(Extracted records)
# # # #

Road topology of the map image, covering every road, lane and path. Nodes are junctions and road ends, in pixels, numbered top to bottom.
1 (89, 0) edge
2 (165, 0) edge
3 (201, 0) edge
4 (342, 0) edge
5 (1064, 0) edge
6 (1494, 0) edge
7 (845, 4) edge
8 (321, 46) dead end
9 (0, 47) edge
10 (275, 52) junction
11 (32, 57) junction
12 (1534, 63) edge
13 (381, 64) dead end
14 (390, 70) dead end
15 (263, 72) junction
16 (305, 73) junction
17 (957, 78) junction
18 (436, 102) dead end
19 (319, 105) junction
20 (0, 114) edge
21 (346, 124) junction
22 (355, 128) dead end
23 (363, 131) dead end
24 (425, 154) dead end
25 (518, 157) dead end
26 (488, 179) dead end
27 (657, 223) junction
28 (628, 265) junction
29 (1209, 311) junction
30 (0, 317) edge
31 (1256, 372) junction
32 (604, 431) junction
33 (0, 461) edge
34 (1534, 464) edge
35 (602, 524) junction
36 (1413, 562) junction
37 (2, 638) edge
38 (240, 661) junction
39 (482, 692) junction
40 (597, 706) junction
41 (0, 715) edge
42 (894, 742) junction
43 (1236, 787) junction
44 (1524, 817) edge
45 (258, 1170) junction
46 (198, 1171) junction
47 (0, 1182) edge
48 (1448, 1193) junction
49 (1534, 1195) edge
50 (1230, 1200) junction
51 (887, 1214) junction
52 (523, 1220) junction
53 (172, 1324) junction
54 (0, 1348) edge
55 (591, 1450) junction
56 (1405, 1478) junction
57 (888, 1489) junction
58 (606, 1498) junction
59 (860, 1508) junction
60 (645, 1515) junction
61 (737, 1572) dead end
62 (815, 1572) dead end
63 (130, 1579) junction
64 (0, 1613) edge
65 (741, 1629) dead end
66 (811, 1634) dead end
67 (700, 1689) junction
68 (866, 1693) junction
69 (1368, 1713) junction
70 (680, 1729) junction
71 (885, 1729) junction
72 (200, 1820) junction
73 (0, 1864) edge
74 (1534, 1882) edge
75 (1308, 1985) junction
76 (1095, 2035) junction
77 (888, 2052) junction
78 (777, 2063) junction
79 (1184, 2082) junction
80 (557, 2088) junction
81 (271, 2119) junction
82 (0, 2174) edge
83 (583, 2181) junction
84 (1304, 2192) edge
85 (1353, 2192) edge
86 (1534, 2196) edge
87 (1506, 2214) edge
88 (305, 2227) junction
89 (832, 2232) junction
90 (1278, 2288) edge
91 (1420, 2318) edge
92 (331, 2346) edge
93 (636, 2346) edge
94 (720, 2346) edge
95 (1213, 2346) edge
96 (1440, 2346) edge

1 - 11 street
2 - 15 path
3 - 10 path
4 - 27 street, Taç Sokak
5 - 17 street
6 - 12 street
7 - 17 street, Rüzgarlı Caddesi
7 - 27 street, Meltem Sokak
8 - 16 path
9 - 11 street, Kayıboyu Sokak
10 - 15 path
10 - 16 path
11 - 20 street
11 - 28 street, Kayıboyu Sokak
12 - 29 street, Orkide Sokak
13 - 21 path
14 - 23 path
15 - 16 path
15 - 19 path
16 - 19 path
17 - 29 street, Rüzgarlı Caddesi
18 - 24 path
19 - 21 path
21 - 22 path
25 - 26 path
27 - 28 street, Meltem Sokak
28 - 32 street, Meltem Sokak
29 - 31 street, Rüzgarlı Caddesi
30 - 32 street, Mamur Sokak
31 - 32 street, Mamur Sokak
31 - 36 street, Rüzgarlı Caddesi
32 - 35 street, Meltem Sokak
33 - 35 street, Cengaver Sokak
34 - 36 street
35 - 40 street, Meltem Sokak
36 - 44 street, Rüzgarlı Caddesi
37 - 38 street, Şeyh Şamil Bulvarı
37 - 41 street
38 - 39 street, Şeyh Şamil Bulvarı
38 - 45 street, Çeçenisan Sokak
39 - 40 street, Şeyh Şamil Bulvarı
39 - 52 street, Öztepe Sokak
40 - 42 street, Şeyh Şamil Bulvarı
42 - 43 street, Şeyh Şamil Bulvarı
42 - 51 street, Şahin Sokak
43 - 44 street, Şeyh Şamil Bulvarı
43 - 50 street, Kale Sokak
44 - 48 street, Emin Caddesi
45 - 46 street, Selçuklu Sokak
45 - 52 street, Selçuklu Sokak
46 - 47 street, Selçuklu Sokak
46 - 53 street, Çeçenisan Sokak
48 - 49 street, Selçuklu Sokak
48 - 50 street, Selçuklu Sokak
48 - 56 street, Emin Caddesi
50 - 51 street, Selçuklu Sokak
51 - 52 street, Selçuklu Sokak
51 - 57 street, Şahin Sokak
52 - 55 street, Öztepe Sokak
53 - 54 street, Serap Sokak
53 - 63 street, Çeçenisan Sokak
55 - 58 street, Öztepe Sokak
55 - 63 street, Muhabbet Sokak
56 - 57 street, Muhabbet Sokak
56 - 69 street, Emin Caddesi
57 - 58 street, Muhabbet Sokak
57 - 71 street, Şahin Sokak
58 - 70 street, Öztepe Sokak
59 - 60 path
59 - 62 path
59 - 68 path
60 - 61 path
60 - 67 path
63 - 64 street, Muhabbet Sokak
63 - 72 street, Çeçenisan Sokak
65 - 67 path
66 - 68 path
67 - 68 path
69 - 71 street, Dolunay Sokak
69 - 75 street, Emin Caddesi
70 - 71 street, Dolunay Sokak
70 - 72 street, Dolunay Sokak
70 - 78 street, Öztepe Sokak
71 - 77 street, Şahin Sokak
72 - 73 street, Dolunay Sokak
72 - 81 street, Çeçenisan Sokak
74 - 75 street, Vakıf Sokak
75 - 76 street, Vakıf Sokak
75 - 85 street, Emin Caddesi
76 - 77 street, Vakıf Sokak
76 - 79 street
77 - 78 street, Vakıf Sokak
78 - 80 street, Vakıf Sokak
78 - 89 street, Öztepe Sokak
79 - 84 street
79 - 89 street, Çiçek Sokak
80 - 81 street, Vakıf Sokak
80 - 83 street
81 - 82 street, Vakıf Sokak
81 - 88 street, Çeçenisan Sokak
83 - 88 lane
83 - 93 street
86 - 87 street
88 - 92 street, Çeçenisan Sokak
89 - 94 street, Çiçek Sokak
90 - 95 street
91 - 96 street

# # # #

**What to do**
Copy the entries exactly, leaving no line out.

**Answer to this exercise**
Road topology of the map image, covering every road, lane and path. Nodes are junctions and road ends, in pixels, numbered top to bottom.
1 (89, 0) edge
2 (165, 0) edge
3 (201, 0) edge
4 (342, 0) edge
5 (1064, 0) edge
6 (1494, 0) edge
7 (845, 4) edge
8 (321, 46) dead end
9 (0, 47) edge
10 (275, 52) junction
11 (32, 57) junction
12 (1534, 63) edge
13 (381, 64) dead end
14 (390, 70) dead end
15 (263, 72) junction
16 (305, 73) junction
17 (957, 78) junction
18 (436, 102) dead end
19 (319, 105) junction
20 (0, 114) edge
21 (346, 124) junction
22 (355, 128) dead end
23 (363, 131) dead end
24 (425, 154) dead end
25 (518, 157) dead end
26 (488, 179) dead end
27 (657, 223) junction
28 (628, 265) junction
29 (1209, 311) junction
30 (0, 317) edge
31 (1256, 372) junction
32 (604, 431) junction
33 (0, 461) edge
34 (1534, 464) edge
35 (602, 524) junction
36 (1413, 562) junction
37 (2, 638) edge
38 (240, 661) junction
39 (482, 692) junction
40 (597, 706) junction
41 (0, 715) edge
42 (894, 742) junction
43 (1236, 787) junction
44 (1524, 817) edge
45 (258, 1170) junction
46 (198, 1171) junction
47 (0, 1182) edge
48 (1448, 1193) junction
49 (1534, 1195) edge
50 (1230, 1200) junction
51 (887, 1214) junction
52 (523, 1220) junction
53 (172, 1324) junction
54 (0, 1348) edge
55 (591, 1450) junction
56 (1405, 1478) junction
57 (888, 1489) junction
58 (606, 1498) junction
59 (860, 1508) junction
60 (645, 1515) junction
61 (737, 1572) dead end
62 (815, 1572) dead end
63 (130, 1579) junction
64 (0, 1613) edge
65 (741, 1629) dead end
66 (811, 1634) dead end
67 (700, 1689) junction
68 (866, 1693) junction
69 (1368, 1713) junction
70 (680, 1729) junction
71 (885, 1729) junction
72 (200, 1820) junction
73 (0, 1864) edge
74 (1534, 1882) edge
75 (1308, 1985) junction
76 (1095, 2035) junction
77 (888, 2052) junction
78 (777, 2063) junction
79 (1184, 2082) junction
80 (557, 2088) junction
81 (271, 2119) junction
82 (0, 2174) edge
83 (583, 2181) junction
84 (1304, 2192) edge
85 (1353, 2192) edge
86 (1534, 2196) edge
87 (1506, 2214) edge
88 (305, 2227) junction
89 (832, 2232) junction
90 (1278, 2288) edge
91 (1420, 2318) edge
92 (331, 2346) edge
93 (636, 2346) edge
94 (720, 2346) edge
95 (1213, 2346) edge
96 (1440, 2346) edge

1 - 11 street
2 - 15 path
3 - 10 path
4 - 27 street, Taç Sokak
5 - 17 street
6 - 12 street
7 - 17 street, Rüzgarlı Caddesi
7 - 27 street, Meltem Sokak
8 - 16 path
9 - 11 street, Kayıboyu Sokak
10 - 15 path
10 - 16 path
11 - 20 street
11 - 28 street, Kayıboyu Sokak
12 - 29 street, Orkide Sokak
13 - 21 path
14 - 23 path
15 - 16 path
15 - 19 path
16 - 19 path
17 - 29 street, Rüzgarlı Caddesi
18 - 24 path
19 - 21 path
21 - 22 path
25 - 26 path
27 - 28 street, Meltem Sokak
28 - 32 street, Meltem Sokak
29 - 31 street, Rüzgarlı Caddesi
30 - 32 street, Mamur Sokak
31 - 32 street, Mamur Sokak
31 - 36 street, Rüzgarlı Caddesi
32 - 35 street, Meltem Sokak
33 - 35 street, Cengaver Sokak
34 - 36 street
35 - 40 street, Meltem Sokak
36 - 44 street, Rüzgarlı Caddesi
37 - 38 street, Şeyh Şamil Bulvarı
37 - 41 street
38 - 39 street, Şeyh Şamil Bulvarı
38 - 45 street, Çeçenisan Sokak
39 - 40 street, Şeyh Şamil Bulvarı
39 - 52 street, Öztepe Sokak
40 - 42 street, Şeyh Şamil Bulvarı
42 - 43 street, Şeyh Şamil Bulvarı
42 - 51 street, Şahin Sokak
43 - 44 street, Şeyh Şamil Bulvarı
43 - 50 street, Kale Sokak
44 - 48 street, Emin Caddesi
45 - 46 street, Selçuklu Sokak
45 - 52 street, Selçuklu Sokak
46 - 47 street, Selçuklu Sokak
46 - 53 street, Çeçenisan Sokak
48 - 49 street, Selçuklu Sokak
48 - 50 street, Selçuklu Sokak
48 - 56 street, Emin Caddesi
50 - 51 street, Selçuklu Sokak
51 - 52 street, Selçuklu Sokak
51 - 57 street, Şahin Sokak
52 - 55 street, Öztepe Sokak
53 - 54 street, Serap Sokak
53 - 63 street, Çeçenisan Sokak
55 - 58 street, Öztepe Sokak
55 - 63 street, Muhabbet Sokak
56 - 57 street, Muhabbet Sokak
56 - 69 street, Emin Caddesi
57 - 58 street, Muhabbet Sokak
57 - 71 street, Şahin Sokak
58 - 70 street, Öztepe Sokak
59 - 60 path
59 - 62 path
59 - 68 path
60 - 61 path
60 - 67 path
63 - 64 street, Muhabbet Sokak
63 - 72 street, Çeçenisan Sokak
65 - 67 path
66 - 68 path
67 - 68 path
69 - 71 street, Dolunay Sokak
69 - 75 street, Emin Caddesi
70 - 71 street, Dolunay Sokak
70 - 72 street, Dolunay Sokak
70 - 78 street, Öztepe Sokak
71 - 77 street, Şahin Sokak
72 - 73 street, Dolunay Sokak
72 - 81 street, Çeçenisan Sokak
74 - 75 street, Vakıf Sokak
75 - 76 street, Vakıf Sokak
75 - 85 street, Emin Caddesi
76 - 77 street, Vakıf Sokak
76 - 79 street
77 - 78 street, Vakıf Sokak
78 - 80 street, Vakıf Sokak
78 - 89 street, Öztepe Sokak
79 - 84 street
79 - 89 street, Çiçek Sokak
80 - 81 street, Vakıf Sokak
80 - 83 street
81 - 82 street, Vakıf Sokak
81 - 88 street, Çeçenisan Sokak
83 - 88 lane
83 - 93 street
86 - 87 street
88 - 92 street, Çeçenisan Sokak
89 - 94 street, Çiçek Sokak
90 - 95 street
91 - 96 street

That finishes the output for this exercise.